Mitología de un hogar

[Migrante al paso] Van un par de semanas donde mis padres están de viaje. La calle está rota. La cocina en remodelación. El primer piso barnizado. Por 3 días tuve que dormir en el mismo cuarto donde dormí cuando era pequeño, hasta los 10 años, aproximadamente. Cuando las noches eran misteriosas y tu imaginación era más potente que cualquier pensamiento lógico. Ahí, echado, con la misma imagen que veía antes de dormir cuando era chico. La puerta del cuarto y la del baño consecutivas y casi yuxtapuestas. Pude volver a sentir esas noches místicas de nuevo, hasta podía sentir a mi hermano al otro lado del cuarto durmiendo, donde estaba su cama durante nuestra infancia. Han sido noches en las que, entre sueños, cansancio y estímulos conocidos pero antiguos, todo eso junto es tierra fértil para los recuerdos.
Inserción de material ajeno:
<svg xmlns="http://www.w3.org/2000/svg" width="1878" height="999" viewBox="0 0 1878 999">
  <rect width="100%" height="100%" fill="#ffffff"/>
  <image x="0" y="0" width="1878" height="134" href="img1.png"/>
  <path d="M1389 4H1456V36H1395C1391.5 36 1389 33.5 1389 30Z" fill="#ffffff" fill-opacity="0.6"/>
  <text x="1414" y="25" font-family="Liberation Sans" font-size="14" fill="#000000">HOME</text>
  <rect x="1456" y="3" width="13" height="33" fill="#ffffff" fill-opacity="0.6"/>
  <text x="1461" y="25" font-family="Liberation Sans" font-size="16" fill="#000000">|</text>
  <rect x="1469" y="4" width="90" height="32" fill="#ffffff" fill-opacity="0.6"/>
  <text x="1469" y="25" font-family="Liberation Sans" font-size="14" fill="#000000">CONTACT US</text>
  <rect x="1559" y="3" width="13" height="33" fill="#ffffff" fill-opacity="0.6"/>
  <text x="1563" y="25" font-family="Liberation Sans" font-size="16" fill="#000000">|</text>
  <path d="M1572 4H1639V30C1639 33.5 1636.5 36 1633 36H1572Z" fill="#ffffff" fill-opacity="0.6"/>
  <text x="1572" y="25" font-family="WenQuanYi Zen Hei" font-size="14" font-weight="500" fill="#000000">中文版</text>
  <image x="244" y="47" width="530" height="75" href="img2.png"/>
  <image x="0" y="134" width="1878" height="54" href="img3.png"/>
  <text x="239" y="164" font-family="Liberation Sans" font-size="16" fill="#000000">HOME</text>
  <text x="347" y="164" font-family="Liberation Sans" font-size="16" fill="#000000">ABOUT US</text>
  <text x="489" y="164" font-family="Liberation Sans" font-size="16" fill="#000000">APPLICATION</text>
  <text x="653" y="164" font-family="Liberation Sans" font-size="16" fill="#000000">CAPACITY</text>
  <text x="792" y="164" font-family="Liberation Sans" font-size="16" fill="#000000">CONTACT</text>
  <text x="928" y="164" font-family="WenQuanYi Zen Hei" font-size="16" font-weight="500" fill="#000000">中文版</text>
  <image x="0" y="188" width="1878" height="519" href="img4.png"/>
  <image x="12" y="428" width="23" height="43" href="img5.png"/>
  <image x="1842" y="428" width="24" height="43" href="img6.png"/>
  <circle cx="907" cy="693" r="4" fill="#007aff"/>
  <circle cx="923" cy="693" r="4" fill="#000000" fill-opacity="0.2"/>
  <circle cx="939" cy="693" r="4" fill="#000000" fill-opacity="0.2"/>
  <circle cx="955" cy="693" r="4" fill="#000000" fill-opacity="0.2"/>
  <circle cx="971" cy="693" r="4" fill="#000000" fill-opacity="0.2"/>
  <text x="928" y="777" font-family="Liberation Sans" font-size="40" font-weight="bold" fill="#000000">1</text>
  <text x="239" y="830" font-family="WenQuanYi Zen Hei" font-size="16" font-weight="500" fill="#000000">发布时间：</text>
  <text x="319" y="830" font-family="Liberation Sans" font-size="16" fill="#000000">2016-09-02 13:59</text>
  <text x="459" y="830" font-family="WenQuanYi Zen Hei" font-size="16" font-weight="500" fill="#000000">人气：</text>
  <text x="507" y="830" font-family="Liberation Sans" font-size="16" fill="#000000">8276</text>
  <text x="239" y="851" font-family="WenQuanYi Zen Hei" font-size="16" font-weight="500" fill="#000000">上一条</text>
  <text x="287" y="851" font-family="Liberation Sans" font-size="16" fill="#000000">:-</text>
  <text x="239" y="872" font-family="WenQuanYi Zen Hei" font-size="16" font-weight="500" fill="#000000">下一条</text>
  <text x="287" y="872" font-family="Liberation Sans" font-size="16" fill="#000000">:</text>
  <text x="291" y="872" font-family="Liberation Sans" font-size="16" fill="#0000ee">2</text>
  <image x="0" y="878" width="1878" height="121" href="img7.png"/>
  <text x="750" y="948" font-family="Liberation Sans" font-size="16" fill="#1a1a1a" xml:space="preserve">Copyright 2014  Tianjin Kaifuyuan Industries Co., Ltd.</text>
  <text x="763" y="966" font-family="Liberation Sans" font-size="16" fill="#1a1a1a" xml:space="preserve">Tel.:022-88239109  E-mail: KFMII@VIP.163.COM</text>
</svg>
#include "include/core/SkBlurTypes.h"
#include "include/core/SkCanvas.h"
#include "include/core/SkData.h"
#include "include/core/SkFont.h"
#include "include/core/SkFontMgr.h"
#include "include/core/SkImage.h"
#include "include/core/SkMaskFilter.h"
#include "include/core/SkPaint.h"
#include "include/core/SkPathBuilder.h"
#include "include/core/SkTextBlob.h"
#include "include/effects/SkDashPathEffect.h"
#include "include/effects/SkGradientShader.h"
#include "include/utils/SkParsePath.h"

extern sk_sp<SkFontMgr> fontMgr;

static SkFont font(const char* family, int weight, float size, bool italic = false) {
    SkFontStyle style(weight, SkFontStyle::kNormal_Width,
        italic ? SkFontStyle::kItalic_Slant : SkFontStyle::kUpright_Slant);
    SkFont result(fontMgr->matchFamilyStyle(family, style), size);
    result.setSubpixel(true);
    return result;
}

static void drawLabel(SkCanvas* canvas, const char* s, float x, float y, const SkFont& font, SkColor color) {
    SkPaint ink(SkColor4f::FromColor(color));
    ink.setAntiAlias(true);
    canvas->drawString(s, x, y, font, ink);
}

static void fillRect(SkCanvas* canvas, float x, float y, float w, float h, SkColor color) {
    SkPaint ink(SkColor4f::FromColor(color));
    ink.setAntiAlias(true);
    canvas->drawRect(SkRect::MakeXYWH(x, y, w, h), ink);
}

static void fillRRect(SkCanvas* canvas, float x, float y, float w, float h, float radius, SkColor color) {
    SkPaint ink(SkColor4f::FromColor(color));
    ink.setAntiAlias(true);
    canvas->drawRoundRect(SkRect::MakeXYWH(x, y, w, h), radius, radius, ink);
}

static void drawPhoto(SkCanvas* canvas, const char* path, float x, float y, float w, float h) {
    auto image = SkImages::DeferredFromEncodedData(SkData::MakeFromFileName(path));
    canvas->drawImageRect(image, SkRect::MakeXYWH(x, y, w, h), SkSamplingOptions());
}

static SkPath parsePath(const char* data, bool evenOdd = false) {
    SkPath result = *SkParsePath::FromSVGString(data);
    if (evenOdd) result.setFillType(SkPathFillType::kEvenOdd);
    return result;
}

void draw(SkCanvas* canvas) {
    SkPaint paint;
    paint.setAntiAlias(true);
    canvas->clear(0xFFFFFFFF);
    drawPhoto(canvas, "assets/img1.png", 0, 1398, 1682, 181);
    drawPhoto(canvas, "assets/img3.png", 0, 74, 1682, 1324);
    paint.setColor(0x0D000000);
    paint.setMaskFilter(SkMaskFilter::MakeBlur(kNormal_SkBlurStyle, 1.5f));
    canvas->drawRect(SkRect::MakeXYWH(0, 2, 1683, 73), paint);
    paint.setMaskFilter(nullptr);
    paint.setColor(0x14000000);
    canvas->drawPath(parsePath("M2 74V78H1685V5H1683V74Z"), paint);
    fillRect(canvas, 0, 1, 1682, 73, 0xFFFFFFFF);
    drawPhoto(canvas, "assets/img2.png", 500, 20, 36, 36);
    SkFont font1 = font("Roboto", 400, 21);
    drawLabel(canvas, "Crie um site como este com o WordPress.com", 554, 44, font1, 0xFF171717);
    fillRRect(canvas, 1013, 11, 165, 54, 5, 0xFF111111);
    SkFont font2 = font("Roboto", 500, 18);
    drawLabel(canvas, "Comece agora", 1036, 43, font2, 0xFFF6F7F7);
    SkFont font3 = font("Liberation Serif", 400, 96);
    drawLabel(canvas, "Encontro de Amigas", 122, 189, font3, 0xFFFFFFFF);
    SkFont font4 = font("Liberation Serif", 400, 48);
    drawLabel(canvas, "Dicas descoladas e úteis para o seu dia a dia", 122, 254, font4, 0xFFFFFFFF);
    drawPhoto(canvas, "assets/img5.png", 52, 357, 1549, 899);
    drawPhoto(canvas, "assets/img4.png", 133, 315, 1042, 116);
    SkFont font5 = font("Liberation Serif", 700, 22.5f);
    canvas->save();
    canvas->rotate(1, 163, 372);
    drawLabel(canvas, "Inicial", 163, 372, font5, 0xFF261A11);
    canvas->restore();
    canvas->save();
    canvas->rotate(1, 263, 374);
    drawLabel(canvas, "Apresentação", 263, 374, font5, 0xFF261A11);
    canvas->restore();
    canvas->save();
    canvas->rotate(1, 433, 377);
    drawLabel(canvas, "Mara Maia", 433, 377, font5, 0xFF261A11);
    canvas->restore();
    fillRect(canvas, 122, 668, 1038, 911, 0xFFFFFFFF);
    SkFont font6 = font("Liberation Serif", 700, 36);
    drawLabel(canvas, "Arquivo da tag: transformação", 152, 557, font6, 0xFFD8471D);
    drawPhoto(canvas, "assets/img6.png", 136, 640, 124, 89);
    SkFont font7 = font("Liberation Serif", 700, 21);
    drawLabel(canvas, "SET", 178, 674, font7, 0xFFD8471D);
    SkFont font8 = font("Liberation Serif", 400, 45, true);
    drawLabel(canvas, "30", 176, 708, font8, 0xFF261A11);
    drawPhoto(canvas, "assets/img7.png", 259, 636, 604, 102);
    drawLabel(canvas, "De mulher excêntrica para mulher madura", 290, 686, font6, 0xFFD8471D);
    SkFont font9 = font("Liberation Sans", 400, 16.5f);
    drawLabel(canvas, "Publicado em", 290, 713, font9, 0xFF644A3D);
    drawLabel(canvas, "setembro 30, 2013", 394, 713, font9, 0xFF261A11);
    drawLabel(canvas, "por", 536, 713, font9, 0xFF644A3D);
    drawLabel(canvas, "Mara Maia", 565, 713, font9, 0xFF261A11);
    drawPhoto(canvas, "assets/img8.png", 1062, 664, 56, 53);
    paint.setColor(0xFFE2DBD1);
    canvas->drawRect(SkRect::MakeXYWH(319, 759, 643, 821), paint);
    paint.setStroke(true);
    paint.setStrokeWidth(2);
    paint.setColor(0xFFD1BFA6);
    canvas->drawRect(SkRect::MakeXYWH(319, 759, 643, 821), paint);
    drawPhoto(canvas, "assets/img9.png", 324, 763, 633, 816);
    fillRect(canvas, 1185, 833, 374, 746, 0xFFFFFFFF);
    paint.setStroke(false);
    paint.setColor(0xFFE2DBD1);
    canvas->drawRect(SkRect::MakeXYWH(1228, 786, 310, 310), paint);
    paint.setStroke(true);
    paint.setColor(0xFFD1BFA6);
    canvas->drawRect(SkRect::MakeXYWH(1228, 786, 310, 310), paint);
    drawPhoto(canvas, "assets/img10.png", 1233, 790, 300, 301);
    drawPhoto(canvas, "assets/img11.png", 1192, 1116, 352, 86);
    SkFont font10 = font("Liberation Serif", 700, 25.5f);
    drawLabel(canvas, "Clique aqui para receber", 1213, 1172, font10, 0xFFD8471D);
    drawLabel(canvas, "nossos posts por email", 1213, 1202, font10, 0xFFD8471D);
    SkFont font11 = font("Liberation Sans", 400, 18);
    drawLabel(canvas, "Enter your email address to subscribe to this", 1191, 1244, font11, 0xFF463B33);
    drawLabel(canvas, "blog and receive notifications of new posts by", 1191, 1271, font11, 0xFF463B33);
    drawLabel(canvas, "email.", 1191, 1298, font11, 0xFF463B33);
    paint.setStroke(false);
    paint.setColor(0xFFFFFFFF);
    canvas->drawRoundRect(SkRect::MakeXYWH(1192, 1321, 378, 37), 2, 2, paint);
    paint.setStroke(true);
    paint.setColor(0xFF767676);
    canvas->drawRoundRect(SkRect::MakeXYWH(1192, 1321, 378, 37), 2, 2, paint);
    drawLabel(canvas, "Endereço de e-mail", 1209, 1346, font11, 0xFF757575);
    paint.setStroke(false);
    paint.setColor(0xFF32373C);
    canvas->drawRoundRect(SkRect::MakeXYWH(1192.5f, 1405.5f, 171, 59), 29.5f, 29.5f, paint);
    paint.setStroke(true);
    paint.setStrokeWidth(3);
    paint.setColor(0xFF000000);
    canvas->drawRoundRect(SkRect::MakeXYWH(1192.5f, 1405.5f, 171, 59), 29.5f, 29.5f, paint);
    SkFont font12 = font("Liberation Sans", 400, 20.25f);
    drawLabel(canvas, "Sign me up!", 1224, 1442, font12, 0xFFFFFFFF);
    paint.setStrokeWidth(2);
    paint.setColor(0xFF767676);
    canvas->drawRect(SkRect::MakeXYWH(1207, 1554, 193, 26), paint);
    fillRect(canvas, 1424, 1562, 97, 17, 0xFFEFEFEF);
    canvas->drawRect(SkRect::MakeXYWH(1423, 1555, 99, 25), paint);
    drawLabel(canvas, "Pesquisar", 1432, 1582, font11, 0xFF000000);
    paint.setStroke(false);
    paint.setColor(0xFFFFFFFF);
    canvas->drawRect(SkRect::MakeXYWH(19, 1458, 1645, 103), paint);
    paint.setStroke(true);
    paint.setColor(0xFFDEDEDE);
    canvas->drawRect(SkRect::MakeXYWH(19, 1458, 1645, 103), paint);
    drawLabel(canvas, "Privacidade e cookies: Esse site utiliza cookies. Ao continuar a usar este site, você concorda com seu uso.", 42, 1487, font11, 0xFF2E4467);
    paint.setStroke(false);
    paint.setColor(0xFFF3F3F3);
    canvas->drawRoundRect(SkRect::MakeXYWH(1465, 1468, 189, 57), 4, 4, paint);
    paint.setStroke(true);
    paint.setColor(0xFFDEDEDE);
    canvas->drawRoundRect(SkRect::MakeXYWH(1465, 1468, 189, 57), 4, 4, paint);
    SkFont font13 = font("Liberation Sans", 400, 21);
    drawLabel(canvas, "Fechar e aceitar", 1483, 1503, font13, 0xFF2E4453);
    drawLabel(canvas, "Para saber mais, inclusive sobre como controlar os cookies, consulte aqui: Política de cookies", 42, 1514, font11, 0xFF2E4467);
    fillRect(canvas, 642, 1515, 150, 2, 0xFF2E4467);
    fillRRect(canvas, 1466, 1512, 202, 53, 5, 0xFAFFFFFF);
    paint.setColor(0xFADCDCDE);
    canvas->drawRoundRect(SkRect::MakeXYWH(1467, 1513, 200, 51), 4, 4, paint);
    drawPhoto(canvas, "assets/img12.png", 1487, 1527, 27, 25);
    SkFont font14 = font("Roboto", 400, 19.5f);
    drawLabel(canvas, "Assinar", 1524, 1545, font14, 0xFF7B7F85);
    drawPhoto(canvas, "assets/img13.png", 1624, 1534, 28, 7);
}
Vi una película de terror, con una pizza y Coca-Cola, exactamente como lo hacía hace años. Comiendo en la cama. Era el mejor plan. Hasta ahora mi abuela se mata de risa de que la hice ver El Señor de los Anillos como 50 veces cuando mis papás salían y ella se quedaba cuidándome. Creo que hasta se había aprendido el diálogo de memoria. Hasta ahorita, veo por lo menos una vez al año la trilogía, la versión extendida. En fin, esa noche dormí ligeramente asustado. Me metí en el papel. Me pareció escuchar que me llamaban desde el primer piso, creí escuchar el piano y recordaba mis miedos de niño. A veces pensaba —no te miento, hasta lo veía— que un monstruo me perseguía; era una quimera de los villanos de ficción que había visto. También, en uno de los pequeños estantes de mi cuarto me imaginaba —también al punto de creer que la veía— a una bailarina de ballet diminuta dando vueltas en su pequeño cuadrilátero de madera.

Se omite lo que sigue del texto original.